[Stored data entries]
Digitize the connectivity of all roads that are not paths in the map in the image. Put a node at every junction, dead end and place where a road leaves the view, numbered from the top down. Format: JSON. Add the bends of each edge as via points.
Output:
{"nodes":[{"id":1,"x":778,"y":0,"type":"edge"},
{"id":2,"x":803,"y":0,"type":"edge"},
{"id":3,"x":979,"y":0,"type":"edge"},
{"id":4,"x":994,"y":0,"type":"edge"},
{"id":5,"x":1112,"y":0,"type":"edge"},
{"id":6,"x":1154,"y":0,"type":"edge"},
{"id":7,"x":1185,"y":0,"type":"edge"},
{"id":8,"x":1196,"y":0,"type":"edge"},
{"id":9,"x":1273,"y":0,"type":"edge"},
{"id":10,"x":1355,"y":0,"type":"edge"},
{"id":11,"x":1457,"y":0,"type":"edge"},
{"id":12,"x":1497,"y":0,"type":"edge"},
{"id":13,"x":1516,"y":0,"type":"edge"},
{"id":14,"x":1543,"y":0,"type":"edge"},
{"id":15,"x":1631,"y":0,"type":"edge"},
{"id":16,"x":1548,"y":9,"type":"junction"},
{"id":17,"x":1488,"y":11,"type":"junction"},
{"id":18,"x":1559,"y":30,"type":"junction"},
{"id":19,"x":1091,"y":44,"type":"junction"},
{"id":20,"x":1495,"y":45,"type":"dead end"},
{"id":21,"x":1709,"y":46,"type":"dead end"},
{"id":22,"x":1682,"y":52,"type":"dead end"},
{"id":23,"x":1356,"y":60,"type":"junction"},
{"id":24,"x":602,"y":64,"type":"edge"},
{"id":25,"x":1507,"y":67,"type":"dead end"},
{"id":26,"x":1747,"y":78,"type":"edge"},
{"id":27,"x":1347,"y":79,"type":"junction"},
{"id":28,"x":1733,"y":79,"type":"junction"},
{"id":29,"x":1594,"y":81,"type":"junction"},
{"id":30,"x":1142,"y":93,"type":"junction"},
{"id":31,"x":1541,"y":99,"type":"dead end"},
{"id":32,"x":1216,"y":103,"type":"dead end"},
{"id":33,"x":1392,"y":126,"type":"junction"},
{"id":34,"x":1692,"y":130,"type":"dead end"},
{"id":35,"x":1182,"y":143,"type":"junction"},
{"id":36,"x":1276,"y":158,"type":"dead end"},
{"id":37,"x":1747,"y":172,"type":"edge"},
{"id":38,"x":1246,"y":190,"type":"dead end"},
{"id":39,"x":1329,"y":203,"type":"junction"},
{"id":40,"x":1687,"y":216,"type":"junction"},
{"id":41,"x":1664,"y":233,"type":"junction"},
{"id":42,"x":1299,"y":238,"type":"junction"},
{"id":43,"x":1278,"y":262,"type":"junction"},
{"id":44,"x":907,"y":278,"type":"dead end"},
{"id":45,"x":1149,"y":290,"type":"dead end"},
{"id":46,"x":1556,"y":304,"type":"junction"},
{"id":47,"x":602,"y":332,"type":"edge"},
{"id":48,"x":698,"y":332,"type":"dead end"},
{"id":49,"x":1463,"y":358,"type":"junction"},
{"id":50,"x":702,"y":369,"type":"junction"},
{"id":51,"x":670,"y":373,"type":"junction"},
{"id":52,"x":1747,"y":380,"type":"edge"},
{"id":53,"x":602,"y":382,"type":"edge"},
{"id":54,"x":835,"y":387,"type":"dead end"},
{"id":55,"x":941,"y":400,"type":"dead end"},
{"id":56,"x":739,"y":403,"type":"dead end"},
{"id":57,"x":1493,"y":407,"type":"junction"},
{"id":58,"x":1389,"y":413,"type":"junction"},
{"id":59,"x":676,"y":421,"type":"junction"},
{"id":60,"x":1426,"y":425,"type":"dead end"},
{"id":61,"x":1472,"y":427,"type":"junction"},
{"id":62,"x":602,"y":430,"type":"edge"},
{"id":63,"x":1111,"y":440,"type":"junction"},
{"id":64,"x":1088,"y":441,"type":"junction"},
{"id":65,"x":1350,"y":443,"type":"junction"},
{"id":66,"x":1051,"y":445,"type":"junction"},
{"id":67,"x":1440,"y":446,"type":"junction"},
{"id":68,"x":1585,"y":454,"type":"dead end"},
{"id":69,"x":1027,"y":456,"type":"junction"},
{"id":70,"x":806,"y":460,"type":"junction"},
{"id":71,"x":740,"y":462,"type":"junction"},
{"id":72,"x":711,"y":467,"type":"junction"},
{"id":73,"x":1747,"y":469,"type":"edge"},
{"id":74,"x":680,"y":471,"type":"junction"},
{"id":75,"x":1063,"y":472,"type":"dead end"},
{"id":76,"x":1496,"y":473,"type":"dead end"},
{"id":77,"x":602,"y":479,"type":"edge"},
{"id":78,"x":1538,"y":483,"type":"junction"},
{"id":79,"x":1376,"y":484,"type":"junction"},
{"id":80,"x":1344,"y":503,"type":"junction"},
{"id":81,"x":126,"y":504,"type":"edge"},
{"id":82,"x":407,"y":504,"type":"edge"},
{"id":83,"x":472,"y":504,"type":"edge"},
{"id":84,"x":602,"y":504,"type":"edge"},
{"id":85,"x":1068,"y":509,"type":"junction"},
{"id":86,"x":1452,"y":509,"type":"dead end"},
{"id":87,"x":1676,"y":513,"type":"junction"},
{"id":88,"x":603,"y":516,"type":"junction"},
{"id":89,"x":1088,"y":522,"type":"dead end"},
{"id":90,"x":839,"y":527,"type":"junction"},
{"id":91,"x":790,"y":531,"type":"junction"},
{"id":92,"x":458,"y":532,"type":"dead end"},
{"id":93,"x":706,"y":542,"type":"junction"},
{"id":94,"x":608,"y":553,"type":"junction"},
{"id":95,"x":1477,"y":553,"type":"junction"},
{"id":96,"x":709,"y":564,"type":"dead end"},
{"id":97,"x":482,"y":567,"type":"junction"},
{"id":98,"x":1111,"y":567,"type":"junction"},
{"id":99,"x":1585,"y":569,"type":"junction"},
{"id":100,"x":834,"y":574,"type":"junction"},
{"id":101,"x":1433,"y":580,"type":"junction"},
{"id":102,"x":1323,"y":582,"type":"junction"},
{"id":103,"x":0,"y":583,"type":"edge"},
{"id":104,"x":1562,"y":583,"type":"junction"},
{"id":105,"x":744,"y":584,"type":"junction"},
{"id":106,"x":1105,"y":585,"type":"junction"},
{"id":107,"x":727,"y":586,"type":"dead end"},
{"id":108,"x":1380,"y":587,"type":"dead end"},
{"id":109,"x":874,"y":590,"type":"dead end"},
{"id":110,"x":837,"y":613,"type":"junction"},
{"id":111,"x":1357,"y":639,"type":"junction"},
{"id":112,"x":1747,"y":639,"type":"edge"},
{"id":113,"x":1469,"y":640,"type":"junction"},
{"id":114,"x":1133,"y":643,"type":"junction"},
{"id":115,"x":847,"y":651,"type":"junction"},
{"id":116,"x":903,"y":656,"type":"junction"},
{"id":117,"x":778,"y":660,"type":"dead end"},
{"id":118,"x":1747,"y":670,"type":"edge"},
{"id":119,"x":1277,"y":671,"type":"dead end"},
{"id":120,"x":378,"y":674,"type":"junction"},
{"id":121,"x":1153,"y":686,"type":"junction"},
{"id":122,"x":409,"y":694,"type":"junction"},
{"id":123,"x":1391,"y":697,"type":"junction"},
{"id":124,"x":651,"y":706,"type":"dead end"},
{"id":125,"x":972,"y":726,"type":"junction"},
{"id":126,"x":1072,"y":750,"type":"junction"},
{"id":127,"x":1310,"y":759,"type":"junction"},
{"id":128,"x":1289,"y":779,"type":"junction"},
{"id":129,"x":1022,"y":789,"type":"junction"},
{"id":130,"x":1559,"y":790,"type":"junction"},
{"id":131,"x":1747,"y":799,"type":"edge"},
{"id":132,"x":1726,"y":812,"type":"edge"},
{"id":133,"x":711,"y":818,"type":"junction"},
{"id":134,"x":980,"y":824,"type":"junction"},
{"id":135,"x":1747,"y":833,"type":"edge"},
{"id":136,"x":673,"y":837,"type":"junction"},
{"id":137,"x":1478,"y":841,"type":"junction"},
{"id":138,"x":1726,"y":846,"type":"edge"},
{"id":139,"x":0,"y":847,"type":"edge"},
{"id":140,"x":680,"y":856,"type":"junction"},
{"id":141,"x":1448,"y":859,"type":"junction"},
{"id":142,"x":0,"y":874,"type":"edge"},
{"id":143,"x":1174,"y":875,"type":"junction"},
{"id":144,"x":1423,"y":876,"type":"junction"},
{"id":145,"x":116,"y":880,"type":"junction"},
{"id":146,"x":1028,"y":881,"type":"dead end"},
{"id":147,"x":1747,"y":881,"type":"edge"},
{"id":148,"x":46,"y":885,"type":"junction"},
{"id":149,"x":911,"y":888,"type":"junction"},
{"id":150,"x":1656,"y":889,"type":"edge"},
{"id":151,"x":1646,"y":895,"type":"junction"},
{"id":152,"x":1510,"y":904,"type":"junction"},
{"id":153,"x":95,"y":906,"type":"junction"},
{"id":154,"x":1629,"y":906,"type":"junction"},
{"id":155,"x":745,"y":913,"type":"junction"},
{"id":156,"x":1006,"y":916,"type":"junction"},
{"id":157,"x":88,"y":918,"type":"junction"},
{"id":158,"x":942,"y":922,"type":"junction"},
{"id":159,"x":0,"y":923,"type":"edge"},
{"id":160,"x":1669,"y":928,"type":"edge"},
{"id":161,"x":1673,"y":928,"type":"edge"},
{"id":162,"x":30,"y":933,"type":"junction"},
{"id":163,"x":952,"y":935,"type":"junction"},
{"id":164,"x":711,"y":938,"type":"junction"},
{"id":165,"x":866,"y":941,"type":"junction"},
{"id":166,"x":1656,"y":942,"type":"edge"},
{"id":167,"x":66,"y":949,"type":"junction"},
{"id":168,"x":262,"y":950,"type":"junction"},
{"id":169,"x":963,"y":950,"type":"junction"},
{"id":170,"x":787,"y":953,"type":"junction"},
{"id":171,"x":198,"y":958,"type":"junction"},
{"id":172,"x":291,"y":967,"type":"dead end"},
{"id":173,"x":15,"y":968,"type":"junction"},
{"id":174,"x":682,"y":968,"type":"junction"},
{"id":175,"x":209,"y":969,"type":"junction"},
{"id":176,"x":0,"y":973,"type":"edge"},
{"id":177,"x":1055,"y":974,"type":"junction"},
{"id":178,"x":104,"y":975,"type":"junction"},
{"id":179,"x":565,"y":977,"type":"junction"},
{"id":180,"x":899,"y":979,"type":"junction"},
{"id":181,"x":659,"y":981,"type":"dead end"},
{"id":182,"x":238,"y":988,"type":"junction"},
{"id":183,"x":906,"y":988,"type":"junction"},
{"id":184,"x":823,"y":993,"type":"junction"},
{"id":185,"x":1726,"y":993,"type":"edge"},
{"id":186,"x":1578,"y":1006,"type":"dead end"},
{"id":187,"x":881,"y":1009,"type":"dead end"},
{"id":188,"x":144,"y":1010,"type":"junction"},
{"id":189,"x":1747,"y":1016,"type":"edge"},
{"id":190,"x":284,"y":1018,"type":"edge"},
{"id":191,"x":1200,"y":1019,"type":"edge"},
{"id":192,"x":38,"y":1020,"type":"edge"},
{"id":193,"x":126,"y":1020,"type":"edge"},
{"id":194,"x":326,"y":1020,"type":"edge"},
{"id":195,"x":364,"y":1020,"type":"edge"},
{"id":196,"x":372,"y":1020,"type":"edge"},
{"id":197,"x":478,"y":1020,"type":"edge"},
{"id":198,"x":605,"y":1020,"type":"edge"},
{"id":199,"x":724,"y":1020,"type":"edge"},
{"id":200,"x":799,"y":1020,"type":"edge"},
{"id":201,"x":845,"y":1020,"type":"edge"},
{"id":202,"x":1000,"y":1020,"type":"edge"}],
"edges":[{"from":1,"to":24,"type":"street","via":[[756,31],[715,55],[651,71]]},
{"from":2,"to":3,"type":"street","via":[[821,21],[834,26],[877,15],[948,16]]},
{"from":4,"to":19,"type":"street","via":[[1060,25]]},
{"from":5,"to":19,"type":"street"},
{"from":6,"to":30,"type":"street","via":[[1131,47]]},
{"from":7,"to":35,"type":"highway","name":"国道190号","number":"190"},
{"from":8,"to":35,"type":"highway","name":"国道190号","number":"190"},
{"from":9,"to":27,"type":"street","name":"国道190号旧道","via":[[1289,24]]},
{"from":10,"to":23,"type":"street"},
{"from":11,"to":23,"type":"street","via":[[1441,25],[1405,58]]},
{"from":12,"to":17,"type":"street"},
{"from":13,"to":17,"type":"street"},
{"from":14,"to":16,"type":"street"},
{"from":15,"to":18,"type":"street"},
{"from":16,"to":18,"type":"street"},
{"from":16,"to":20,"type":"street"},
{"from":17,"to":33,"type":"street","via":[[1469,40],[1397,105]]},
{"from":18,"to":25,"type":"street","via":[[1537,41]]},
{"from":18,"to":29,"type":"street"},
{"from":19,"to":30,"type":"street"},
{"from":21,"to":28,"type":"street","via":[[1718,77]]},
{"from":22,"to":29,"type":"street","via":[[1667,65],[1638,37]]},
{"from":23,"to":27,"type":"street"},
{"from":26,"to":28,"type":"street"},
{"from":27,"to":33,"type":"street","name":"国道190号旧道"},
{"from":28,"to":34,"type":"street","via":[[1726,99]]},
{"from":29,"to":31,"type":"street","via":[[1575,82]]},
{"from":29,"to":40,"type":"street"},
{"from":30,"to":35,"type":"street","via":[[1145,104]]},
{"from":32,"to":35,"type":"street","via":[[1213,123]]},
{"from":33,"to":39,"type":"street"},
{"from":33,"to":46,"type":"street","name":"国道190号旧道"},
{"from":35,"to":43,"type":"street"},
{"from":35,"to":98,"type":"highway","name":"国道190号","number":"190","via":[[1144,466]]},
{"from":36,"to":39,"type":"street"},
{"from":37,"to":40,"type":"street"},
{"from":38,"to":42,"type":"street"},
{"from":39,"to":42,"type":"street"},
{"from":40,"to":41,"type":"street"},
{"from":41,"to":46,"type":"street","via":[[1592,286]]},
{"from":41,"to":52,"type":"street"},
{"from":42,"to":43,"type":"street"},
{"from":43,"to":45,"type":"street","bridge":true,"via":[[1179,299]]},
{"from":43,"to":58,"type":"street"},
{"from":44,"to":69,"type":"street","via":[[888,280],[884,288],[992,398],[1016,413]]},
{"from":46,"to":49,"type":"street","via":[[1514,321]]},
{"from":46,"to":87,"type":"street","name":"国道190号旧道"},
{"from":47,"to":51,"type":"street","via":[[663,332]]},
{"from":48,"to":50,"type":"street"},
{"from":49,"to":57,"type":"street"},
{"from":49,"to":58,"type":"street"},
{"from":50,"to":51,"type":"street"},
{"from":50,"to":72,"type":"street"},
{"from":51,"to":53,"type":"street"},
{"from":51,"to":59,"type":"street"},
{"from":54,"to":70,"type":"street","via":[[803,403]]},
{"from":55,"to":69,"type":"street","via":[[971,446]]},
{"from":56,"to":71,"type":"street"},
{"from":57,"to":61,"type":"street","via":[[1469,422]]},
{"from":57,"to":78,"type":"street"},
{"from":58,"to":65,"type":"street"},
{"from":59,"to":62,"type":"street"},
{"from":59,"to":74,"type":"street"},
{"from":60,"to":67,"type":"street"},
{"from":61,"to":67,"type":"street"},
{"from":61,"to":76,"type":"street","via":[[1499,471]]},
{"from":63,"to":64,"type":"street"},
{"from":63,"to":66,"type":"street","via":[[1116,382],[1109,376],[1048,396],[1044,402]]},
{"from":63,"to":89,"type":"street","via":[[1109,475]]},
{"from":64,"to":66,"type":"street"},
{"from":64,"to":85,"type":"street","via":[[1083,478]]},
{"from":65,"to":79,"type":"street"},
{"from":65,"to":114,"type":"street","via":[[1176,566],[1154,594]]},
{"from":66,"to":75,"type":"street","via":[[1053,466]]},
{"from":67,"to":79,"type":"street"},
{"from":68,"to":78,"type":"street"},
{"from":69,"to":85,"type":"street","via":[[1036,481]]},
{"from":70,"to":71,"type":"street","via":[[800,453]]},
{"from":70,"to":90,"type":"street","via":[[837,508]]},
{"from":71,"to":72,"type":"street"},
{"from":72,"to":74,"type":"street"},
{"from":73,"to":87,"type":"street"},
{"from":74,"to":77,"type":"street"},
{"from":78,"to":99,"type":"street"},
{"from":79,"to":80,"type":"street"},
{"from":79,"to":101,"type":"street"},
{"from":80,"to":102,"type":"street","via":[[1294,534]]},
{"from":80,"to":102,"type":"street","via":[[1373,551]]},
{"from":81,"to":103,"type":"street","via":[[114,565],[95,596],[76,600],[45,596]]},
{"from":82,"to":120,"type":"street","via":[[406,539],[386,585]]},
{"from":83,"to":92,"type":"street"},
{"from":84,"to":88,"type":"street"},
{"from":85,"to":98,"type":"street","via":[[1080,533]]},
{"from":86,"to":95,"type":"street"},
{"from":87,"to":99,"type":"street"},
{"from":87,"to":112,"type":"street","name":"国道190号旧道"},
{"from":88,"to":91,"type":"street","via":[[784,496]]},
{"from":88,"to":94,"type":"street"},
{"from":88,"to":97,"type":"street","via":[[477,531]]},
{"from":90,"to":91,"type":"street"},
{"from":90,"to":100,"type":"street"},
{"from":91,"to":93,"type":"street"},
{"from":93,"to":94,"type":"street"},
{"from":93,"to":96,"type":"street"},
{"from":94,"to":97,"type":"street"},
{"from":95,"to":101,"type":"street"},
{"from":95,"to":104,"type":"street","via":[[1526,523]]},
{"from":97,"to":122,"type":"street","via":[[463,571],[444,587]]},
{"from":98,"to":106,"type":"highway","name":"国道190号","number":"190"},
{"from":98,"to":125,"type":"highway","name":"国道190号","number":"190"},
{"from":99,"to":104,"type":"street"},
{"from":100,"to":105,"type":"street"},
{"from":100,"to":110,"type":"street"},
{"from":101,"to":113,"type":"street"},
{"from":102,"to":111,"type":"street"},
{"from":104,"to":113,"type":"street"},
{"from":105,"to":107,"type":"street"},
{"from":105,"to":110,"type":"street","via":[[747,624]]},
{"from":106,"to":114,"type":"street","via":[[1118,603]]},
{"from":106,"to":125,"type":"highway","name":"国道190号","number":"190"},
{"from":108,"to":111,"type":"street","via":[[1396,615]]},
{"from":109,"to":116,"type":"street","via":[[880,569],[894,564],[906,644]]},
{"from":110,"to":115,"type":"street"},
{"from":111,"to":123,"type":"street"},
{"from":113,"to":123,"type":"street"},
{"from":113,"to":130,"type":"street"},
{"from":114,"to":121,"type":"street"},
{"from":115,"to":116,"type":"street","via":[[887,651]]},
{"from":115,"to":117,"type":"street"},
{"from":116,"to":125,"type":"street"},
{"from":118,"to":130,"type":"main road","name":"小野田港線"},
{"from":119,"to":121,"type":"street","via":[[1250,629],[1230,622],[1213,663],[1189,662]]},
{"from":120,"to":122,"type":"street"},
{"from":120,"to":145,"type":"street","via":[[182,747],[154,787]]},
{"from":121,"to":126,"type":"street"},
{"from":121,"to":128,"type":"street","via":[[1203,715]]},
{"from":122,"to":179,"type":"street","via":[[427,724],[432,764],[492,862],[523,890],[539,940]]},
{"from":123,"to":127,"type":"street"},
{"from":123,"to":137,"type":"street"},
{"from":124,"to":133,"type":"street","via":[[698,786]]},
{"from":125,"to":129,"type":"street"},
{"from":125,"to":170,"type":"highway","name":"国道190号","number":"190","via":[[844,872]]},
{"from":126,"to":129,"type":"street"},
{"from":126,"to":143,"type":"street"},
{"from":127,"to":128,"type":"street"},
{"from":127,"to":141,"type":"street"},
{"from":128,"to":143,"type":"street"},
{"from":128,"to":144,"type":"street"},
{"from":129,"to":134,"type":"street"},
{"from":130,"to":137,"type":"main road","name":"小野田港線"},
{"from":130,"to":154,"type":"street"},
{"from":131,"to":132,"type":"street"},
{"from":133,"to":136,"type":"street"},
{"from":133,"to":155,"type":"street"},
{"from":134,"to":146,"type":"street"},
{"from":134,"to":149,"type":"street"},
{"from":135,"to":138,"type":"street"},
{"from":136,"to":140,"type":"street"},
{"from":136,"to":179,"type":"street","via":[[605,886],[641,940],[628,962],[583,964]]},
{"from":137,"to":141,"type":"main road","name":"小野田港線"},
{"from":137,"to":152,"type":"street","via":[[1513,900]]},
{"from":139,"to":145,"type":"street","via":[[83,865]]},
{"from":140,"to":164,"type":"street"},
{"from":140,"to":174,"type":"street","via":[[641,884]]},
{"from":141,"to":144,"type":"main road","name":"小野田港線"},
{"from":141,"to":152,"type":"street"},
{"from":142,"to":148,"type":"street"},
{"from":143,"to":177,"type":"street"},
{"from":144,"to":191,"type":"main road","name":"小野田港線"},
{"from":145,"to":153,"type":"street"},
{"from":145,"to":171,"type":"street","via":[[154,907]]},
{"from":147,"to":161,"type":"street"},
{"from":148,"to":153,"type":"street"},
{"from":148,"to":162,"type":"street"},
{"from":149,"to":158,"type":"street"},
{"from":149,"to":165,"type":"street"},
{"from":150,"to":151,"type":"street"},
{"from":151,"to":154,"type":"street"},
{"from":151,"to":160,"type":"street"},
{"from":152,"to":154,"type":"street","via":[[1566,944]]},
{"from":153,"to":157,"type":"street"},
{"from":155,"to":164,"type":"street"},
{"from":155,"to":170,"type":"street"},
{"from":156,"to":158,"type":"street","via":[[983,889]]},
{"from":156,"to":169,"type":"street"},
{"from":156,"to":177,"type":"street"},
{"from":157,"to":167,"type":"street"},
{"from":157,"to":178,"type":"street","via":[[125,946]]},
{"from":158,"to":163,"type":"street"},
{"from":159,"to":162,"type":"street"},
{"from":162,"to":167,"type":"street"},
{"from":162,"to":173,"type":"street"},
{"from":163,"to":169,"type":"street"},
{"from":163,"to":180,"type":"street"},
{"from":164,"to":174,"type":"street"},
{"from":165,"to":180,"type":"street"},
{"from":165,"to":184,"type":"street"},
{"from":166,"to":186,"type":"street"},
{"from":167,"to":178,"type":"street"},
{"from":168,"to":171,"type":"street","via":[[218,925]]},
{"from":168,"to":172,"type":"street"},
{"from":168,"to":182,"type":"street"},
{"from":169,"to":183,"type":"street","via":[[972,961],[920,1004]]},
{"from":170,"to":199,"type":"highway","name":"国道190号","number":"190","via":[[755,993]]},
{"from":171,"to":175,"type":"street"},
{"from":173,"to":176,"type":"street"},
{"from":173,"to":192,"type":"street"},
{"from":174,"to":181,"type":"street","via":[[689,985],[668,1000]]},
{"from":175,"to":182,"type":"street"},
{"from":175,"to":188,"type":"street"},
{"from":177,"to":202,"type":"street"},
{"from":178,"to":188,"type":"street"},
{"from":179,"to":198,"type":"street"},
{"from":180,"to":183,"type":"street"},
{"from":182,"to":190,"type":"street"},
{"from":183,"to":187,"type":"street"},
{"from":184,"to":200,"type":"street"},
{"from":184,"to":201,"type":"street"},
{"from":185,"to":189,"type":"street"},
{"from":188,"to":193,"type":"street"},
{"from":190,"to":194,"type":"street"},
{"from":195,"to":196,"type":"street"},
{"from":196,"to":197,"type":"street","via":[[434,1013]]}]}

Problem to solve -> Return the total number of lines in the records that contain "小野田港線", without any explanation.

Solution to this problem -> 5